Tuesday 15 March 2016

London's Great Stinks, Cholera, and John Snow

Between 1800 and 1860, London's population grew from 1 to 3 million. Sanitation lagged far behind growth. Wells were contaminated by overflowing and leaking privies. Streets were full of human and animal wastes. 

The River Thames was a giant sewer, fed by the smaller sewers under the streets. It was also the major source of drinking water, as illustrated in George Cruikshank's cartoon of 1832.




By mid-century, the river had become so, pardon me, shitty, that summers were often marked by what were called "Great Stinks." The stinks sometimes coincided with severe cholera oor typhoid epidemics. 

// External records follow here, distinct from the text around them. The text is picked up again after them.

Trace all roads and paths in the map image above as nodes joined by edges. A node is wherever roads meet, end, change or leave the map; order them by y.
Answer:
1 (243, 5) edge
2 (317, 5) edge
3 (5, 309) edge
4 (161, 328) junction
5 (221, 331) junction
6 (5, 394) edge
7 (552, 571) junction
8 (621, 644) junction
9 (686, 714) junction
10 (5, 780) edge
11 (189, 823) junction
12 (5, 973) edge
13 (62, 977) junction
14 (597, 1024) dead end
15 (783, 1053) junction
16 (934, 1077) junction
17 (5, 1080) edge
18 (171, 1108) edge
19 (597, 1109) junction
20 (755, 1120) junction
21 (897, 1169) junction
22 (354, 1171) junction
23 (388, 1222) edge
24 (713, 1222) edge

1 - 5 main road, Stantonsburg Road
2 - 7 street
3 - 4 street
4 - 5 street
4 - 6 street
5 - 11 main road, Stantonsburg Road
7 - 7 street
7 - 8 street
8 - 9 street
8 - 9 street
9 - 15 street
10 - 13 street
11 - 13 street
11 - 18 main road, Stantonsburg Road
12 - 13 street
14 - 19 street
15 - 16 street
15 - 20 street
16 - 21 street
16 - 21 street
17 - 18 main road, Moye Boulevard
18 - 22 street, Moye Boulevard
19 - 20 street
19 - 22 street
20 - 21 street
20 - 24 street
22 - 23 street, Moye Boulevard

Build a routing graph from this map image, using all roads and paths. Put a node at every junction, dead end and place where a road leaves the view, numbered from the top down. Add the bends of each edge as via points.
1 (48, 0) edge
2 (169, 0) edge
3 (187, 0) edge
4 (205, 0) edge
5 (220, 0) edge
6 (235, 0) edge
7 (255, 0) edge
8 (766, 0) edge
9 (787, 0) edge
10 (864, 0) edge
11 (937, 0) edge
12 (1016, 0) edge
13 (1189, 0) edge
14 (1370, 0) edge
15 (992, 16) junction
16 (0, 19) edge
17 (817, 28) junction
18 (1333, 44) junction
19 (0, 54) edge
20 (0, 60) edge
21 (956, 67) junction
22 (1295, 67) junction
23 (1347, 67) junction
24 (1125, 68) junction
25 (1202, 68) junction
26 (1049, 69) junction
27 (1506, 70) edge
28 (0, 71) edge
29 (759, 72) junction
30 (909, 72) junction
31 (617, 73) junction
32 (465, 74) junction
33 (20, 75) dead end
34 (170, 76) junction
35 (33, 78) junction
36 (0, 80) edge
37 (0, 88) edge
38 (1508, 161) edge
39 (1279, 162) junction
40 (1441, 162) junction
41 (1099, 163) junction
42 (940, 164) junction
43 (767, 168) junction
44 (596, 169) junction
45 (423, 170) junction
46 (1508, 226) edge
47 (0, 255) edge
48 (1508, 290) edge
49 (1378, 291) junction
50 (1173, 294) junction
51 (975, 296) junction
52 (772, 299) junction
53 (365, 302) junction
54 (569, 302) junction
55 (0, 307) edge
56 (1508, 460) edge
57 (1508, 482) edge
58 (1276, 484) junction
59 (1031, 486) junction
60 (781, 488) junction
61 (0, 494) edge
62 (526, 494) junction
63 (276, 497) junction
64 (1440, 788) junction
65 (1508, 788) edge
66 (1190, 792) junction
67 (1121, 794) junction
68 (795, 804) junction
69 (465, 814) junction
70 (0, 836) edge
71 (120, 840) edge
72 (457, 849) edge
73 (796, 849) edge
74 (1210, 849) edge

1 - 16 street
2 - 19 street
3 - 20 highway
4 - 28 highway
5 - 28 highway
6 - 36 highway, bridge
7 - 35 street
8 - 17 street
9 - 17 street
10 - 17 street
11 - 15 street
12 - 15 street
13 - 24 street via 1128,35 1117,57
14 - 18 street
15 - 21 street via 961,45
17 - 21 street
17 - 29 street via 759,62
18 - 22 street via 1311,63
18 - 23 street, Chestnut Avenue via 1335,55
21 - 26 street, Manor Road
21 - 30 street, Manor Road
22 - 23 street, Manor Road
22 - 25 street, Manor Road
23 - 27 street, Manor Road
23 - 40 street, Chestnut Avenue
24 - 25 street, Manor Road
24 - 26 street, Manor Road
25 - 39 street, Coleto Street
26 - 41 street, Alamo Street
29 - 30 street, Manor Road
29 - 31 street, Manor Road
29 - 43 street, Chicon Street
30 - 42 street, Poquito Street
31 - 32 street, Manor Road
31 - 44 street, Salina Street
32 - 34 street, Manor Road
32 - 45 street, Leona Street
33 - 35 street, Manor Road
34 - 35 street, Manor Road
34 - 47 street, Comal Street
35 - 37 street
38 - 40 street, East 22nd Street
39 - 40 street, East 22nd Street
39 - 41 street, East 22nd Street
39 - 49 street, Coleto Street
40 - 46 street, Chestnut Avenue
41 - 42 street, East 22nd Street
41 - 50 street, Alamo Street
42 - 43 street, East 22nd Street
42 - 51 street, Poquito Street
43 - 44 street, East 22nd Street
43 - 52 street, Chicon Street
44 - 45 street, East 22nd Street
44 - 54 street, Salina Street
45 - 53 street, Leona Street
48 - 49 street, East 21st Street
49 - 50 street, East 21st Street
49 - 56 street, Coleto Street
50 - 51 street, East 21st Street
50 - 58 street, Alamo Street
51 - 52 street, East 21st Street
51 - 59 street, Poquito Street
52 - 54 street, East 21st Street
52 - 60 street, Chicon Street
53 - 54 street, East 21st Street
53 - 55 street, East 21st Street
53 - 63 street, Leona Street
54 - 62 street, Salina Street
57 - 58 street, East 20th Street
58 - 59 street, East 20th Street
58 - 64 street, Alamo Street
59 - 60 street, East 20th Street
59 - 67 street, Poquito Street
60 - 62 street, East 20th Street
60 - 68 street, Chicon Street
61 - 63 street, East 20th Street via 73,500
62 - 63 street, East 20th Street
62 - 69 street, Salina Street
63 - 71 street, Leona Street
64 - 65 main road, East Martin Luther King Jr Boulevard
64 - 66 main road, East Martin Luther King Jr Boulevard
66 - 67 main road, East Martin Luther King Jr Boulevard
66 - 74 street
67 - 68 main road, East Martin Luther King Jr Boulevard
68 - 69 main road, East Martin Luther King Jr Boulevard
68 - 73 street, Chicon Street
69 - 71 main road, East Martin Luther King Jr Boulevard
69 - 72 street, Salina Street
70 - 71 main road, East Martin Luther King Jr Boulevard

During the cholera epidemic of 1849, surgeon John Snow argued that cholera was spread through foul drinking water. In 1855, he demonstrated it through a pioneering epidemiological investigation of cholera deaths in one neighborhood in Soho, where most victims had drunk water from a pump on Broad (now Broadwick) St. 

(Image: John Snow)





Few people paid much attention to Snow's work at the time but lots noticed the evil stink of the Thames. Scientist Michael Faraday, wrote to the  Times pointing out the necessity of cleaning up the river. The whole of the river, he said, was an opaque brown fluid, a "fermenting feculent sewer." 

The satirical magazine Punch published the cartoon below of Faraday introducing himself to a crap-covered god of the river, Father Thames.




  

Nothing happened then, but three years later, in the summer of 1858, another Great Stink aroused Parliament to action. The parliament building was right next to the river and the MPs found the smell intolerable. They passed an act to lay a new sewer system dumping wastes in the country instead of the river. 

Within a few years the Thames was much cleaner, and the health of London's population improved. Punch saluted the improvement with a cartoon of Father Thames cleaned up, robust, and dressed as a Beefeater, being greeted by Prince Albert.